You’d think getting through 30 years of life without ever once questioning your manliness would be a positive thing. You have a penis. It works. Quite well actually, often on its own with very little, if any, encouragement on your part. You have hair in lots of places too, some appropriate and some maybe not so. You participate in perceived manly activities on a day to day basis – sports or weightlifting for example. Heck, you’re even partial to the odd spot of manual labor – changing a light bulb for instance. All of which we thought were fairly standard prerequisites for falling into the more ‘manly’ category of the male species.

Needless to say, you probably feel fairly confident in your own personal man’s world.

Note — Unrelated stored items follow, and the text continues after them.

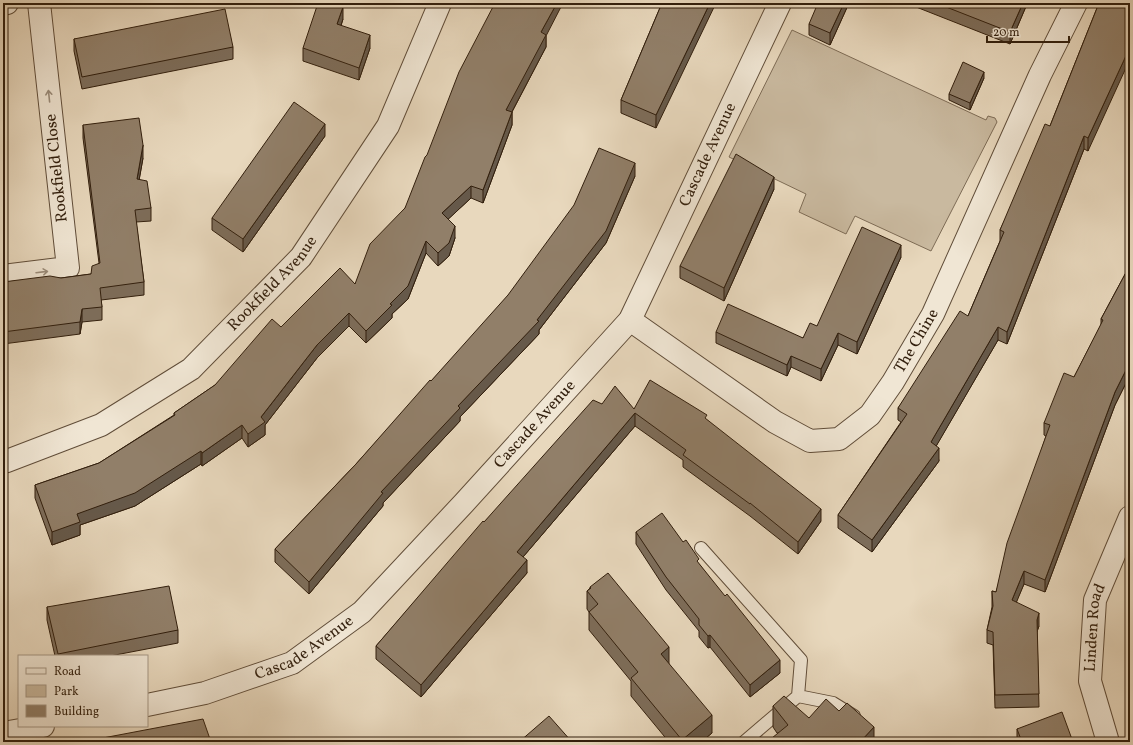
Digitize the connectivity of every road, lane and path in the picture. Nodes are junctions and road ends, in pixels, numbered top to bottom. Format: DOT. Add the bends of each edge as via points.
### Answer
graph roads {
  1 [pos="7,3"];
  2 [pos="39,3"];
  3 [pos="440,3"];
  4 [pos="780,3"];
  5 [pos="1076,3"];
  6 [pos="3,4"];
  7 [pos="3,276"];
  8 [pos="630,320"];
  9 [pos="3,462"];
  10 [pos="1130,517"];
  11 [pos="702,548"];
  12 [pos="798,696"];
  13 [pos="148,705"];
  14 [pos="864,722"];
  15 [pos="37,727"];
  16 [pos="3,733"];
  17 [pos="744,742"];
  18 [pos="1108,742"];
  1 -- 6 [label="street"];
  7 -- 2 [label="street, Rookfield Close, one-way" via="68,268"];
  3 -- 9 [label="street, Rookfield Avenue" via="388,126 301,256 191,369 101,425"];
  4 -- 8 [label="street, Cascade Avenue"];
  5 -- 8 [label="street, The Chine" via="1040,75 933,314 870,416 839,439 810,441 776,422"];
  8 -- 13 [label="street, Cascade Avenue" via="362,612 292,663 205,693"];
  10 -- 18 [label="street, Linden Road" via="1095,600 1090,681"];
  11 -- 12 [label="lane" via="801,660"];
  12 -- 14 [label="lane" via="833,702"];
  12 -- 17 [label="lane"];
  15 -- 16 [label="street"];
}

But what happens when, after several weeks of dating someone new, you overhear your potential new mother-in-law set her inimitable stall out and utter six unforeseen, confidence-crushing, impotence-inducing words:

“But he’s not a man’s man.”

As those words ring in your ears it feels as though being male alone isn’t sufficient to allow you to be classified as one of the blokes of this life. You’re left with wounded pride. And worse, instead of a vehemently executed defence of your manhood, there’s no retort and you’re left to fester in the indignity of your unexpectedly overheard verbal castration. Understandably, all of this leaves you questioning yourself; where, if I’m not a man’s man, do I fit in then? And what the holy fuck is a man’s man anyway?

Yes, you’ve guessed it. This has happened to me. But is it all that simple? Is the divide that clear cut between those that are seen as men’s men and those that, well, just aren’t?

A swift internet search of man’s man returns no fewer that 280 million pages of opinion and guidance. It appears that the entire world has a viewpoint or stance on this subject and no two perspectives are the same.

Each web page offers up a plethora of advice as to what a man’s man should be. A man’s man should be supremely masculine, with the strength to conquer, rule and defend his interests, offers one website, whilst another denotes the ability to grill, hunt, fish, build stuff from nothing and conform to a traditional framework of gender roles are all key traits to being a man’s man. Other opinions of note state a hairy chest and a penchant for downing pints of real man whiskey or liquor in seconds followed by a hearty, bone-rattling belch loud enough to wake the dead, are positive indications of one’s manliness.

But at the other end of the spectrum, remarks can be found regarding the importance of being well dressed, clean shaven (that’s the jaw, not the scrotum), educated and worldly wise, as fundamental traits of what constitutes the man’s man. Indeed, one’s ability to do yoga is also cited as a key factor in achieving this coveted status. But is having the dexterity of a pre-teen Chinese gymnast really manly according to traditional values? We’re not so sure.

Perhaps the true mark of a man’s man is one that takes points from both ends of the scale. He’s the kind of alpha male that other men look to as an example. Something they should aspire to become. He is polite and respectful without being a soft touch. Strong in his conviction, and confident in himself. He should have subtle masculinity and an awareness of his own emotional stability. Educated. Intelligent. Unwavering personal integrity with an appreciation of old values and social etiquette.

Of all the conjecture and teachings available on the world wide web, the poem ‘If’ by Rudyard Kipling encapsulates the traditional and often forgotten values. It affords us the insight that lives, lived by these famous words, may just allow all men to become more. Maybe even a man’s man.